Evolution and learning in differentiable robots

The automatic design of robots has existed for 30 years but has been constricted by serial non-differentiable design evaluations, premature convergence to simple bodies or clumsy behaviors, and a lack of sim2real transfer to physical machines. Thus, here we employ massively-parallel differentiable simulations to rapidly and simultaneously optimize individual neural control of behavior across a large population of candidate body plans and return a fitness score for each design based on the performance of its fully optimized behavior.
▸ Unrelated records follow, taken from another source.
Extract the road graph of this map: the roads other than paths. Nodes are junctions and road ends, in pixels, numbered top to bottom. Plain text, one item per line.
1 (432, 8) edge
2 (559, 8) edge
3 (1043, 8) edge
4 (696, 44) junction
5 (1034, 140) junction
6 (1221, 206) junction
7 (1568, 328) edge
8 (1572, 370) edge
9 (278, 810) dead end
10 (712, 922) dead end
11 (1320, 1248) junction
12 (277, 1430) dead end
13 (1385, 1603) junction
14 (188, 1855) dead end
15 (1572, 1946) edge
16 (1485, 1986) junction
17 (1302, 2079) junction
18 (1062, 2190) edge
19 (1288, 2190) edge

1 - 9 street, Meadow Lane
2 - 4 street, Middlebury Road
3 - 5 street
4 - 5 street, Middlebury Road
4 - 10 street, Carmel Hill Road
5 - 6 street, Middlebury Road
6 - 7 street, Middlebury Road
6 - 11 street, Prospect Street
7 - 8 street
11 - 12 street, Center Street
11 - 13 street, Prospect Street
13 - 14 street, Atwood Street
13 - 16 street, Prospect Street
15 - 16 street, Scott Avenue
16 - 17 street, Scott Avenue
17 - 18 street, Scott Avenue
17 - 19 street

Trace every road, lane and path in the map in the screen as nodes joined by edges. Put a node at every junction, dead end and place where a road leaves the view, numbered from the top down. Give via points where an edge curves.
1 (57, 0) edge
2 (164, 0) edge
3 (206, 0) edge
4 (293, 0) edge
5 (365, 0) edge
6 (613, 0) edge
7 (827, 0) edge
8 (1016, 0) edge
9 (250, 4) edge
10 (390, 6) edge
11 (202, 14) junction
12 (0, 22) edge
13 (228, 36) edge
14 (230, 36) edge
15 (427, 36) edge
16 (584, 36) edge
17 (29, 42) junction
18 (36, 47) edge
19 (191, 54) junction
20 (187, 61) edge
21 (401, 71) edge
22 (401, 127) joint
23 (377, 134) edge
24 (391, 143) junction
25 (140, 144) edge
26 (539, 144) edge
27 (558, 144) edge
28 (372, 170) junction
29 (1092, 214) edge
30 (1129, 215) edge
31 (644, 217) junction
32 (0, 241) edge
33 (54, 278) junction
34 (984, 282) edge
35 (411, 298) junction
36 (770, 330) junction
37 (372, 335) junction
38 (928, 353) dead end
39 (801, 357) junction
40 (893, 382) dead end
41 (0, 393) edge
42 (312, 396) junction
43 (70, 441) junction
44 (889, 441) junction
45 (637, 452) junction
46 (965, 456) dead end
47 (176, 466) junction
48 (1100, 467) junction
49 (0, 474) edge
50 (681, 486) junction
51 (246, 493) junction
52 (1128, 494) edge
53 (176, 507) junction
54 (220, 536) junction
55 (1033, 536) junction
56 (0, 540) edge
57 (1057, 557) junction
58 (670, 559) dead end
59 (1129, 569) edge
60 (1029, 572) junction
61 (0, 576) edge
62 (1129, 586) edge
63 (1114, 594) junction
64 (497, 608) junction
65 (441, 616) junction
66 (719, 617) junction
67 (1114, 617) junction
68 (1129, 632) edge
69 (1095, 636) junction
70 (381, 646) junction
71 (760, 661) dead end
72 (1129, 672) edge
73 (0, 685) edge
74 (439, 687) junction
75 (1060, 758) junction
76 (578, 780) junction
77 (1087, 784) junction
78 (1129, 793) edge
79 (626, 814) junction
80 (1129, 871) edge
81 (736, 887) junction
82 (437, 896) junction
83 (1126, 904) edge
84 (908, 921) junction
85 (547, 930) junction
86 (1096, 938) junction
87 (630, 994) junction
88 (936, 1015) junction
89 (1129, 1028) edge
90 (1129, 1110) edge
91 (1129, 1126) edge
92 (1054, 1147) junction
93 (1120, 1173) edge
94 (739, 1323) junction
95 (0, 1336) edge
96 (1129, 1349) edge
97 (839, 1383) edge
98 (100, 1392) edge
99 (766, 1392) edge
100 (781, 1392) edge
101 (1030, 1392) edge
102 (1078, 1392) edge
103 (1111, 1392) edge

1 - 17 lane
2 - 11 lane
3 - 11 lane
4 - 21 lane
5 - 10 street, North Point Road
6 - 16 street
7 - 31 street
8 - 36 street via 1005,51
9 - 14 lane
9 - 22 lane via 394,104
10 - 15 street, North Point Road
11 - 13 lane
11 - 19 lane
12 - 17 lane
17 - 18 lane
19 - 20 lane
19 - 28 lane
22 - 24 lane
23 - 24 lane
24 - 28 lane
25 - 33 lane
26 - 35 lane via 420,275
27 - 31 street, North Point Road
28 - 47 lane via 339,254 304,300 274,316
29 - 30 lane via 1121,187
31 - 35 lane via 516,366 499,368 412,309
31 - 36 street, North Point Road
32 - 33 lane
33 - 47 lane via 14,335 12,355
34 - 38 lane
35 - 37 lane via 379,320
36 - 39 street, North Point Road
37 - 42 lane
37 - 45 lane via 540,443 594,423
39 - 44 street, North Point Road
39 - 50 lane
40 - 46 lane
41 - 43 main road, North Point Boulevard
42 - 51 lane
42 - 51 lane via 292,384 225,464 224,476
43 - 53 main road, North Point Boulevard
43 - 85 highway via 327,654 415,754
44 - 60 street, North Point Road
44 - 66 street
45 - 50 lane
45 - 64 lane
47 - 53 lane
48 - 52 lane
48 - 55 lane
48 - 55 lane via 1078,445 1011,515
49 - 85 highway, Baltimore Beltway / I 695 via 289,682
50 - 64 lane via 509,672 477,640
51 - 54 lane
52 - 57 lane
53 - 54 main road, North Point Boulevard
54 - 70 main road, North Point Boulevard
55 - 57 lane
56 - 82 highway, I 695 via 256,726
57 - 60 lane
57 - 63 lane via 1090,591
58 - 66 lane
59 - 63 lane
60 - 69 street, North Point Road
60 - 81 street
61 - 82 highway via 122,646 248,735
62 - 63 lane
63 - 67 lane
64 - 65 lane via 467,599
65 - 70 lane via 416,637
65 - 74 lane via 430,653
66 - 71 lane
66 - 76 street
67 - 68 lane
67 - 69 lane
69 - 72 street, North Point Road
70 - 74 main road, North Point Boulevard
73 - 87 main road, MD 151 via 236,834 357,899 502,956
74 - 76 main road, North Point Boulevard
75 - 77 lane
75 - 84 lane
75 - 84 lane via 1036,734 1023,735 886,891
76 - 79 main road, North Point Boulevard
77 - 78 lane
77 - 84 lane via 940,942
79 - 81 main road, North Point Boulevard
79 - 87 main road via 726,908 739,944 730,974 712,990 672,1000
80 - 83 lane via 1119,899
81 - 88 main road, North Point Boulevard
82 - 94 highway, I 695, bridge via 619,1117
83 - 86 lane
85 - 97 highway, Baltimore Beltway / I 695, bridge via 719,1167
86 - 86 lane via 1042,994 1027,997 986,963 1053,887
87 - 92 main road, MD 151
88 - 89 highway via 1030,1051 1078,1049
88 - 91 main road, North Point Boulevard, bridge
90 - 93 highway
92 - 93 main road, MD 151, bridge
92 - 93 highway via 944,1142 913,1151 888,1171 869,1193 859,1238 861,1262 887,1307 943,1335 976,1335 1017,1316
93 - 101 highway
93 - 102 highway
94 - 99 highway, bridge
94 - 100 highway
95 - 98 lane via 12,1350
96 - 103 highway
Non-differentiable changes to the mechanical structure of each robot in the population -- mutations that rearrange, combine, add, or remove body parts -- were applied by a genetic algorithm in an outer loop of search, generating a continuous flow of novel morphologies with highly-coordinated and graceful behaviors honed by gradient descent. This enabled the exploration of several orders-of-magnitude more designs than all previous methods, despite the fact that robots here have the potential to be much more complex, in terms of number of independent motors, than those in prior studies. We found that evolution reliably produces ``increasingly differentiable'' robots: body plans that smooth the loss landscape in which learning operates and thereby provide better training paths toward performant behaviors. Finally, one of the highly differentiable morphologies discovered in simulation was realized as a physical robot and shown to retain its optimized behavior. This provides a cyberphysical platform to investigate the relationship between evolution and learning in biological systems and broadens our understanding of how a robot's physical structure can influence the ability to train policies for it. Videos and code at https://sites.google.com/view/eldir.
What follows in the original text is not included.